- [ASSIGNED TASK] Write the data below out again, exactly as each line reads.

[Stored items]
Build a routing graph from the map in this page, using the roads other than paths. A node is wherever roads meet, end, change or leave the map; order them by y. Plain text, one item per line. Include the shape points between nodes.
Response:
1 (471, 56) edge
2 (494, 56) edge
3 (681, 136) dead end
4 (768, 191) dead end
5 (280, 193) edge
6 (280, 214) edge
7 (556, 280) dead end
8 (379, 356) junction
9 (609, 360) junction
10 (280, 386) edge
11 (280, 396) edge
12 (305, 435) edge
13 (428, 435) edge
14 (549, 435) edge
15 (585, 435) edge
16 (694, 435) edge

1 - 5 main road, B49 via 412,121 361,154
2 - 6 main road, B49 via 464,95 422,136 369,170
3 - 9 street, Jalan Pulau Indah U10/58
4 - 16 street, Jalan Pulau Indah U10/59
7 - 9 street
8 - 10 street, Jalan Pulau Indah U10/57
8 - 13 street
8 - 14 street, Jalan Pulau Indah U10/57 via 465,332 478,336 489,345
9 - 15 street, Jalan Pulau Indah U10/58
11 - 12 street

- [WRITTEN RESPONSE]
Build a routing graph from the map in this page, using the roads other than paths. A node is wherever roads meet, end, change or leave the map; order them by y. Plain text, one item per line. Include the shape points between nodes.
Response:
1 (471, 56) edge
2 (494, 56) edge
3 (681, 136) dead end
4 (768, 191) dead end
5 (280, 193) edge
6 (280, 214) edge
7 (556, 280) dead end
8 (379, 356) junction
9 (609, 360) junction
10 (280, 386) edge
11 (280, 396) edge
12 (305, 435) edge
13 (428, 435) edge
14 (549, 435) edge
15 (585, 435) edge
16 (694, 435) edge

1 - 5 main road, B49 via 412,121 361,154
2 - 6 main road, B49 via 464,95 422,136 369,170
3 - 9 street, Jalan Pulau Indah U10/58
4 - 16 street, Jalan Pulau Indah U10/59
7 - 9 street
8 - 10 street, Jalan Pulau Indah U10/57
8 - 13 street
8 - 14 street, Jalan Pulau Indah U10/57 via 465,332 478,336 489,345
9 - 15 street, Jalan Pulau Indah U10/58
11 - 12 street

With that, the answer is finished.